Baseball Cards and Major League Baseball
If the Griffey Jr. card timestamps the end of an era for baseball cards, then perhaps Griffey himself represents a transition in baseball as well; a transition in the connection between the baseball fan and the baseball card collector. Griffey Jr. was an athletic prodigy and the child of former major leaguer Ken Griffey Sr. Griffey Sr. was a part of the “Big Red Machine,” the popular Cincinnati Reds championship teams of the early 1970s.
For many, “Junior”, as he was often called, resonated with many younger fans at the time of his arrival in the major leagues. Nicknamed “The Kid," Griffey had a different look, style, and way of playing baseball than other star players. His game and demeanor were reminiscent of Willie Mays, but his style was contemporary. He often wore his cap backwards, wore earrings, smiled often, and was known for his spectacular home run-saving catches. Griffey was one the first ready-made, ESPN SportsCenter baseball players. He had a swing of the bat that often made commentators and analysts swoon.
His contemporary, Barry Bonds, was also the child of a major leaguer, a left-handed slugger, and exceptional all-around player. His public image was not, however, as friendly.
For many baseball fans and card collectors of the last twenty-five years, Griffey is considered that last “clean” baseball superstar. Nearly all of his contemporaries have been accused of steroid use. But Griffey represents a link to the past, a link to a time when the innocence of baseball card collecting coincided with the innocent lens constructed to watch baseball players play. In 1994, five years after the debut of Griffey and Upper Deck, Major League Baseball players went on strike. After Griffey’s first year, the effects of various cultural movements would win over many who would likely become baseball card collectors in a different time.
Distractions from Baseball Cards
Baseball card collectors have always intersected with other defined demographics or cultures. Perhaps the interest in collecting, traditionally cultivated in youth, declined simply due to competition outside of direct business competitors. While more and more children and adults were collecting baseball cards between 1980 and 1989, A few landmark movements in American popular culture began.
In 1984, the National Basketball Association appointed a new commissioner, David Stern. Stern would revolutionize the branding of basketball for decades to come. In the 1984 NBA draft with Stern at the helm, a player who would change basketball and the marketing of sports apparel was drafted - Michael Jordan. This diverted eyes away from baseball, and baseball cards. No longer did little boys want to be their dad. Many wanted to “Be Like Mike” as the 1992 Gatorade jingle goes.
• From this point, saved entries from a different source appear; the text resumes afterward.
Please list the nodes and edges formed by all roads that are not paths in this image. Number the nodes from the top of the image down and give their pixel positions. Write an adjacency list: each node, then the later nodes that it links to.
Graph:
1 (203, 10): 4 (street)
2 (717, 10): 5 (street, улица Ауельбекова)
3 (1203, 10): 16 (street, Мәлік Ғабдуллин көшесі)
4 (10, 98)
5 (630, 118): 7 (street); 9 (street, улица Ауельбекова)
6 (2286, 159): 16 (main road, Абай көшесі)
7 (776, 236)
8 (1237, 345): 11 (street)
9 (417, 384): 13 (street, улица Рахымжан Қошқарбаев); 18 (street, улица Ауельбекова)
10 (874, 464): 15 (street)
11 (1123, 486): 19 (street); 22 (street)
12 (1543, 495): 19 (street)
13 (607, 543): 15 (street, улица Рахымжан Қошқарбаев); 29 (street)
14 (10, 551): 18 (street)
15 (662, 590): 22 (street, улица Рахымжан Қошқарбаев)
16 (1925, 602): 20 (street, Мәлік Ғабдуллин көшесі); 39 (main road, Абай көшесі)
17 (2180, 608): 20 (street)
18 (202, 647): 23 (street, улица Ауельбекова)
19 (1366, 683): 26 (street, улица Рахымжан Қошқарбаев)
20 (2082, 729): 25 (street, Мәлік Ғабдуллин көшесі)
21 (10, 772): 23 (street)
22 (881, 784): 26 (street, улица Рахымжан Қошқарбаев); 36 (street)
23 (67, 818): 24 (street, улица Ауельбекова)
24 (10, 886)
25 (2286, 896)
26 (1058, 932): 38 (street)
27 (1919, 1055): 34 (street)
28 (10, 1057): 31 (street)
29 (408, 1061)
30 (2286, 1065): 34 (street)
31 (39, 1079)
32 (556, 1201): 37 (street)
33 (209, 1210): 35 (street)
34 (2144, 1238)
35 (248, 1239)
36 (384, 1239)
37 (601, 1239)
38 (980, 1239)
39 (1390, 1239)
In 1986, a Japanese consumer electronics company would introduce Americans to a product that would also provide more choices for youth activity - the Nintendo Entertainment System. More than the company’s competition, Nintendo popularized gaming as a leisure culture. How powerful would they become? Nintendo is the current majority owner of the Seattle Mariners, the team that drafted Ken Griffey Jr. over twenty years ago.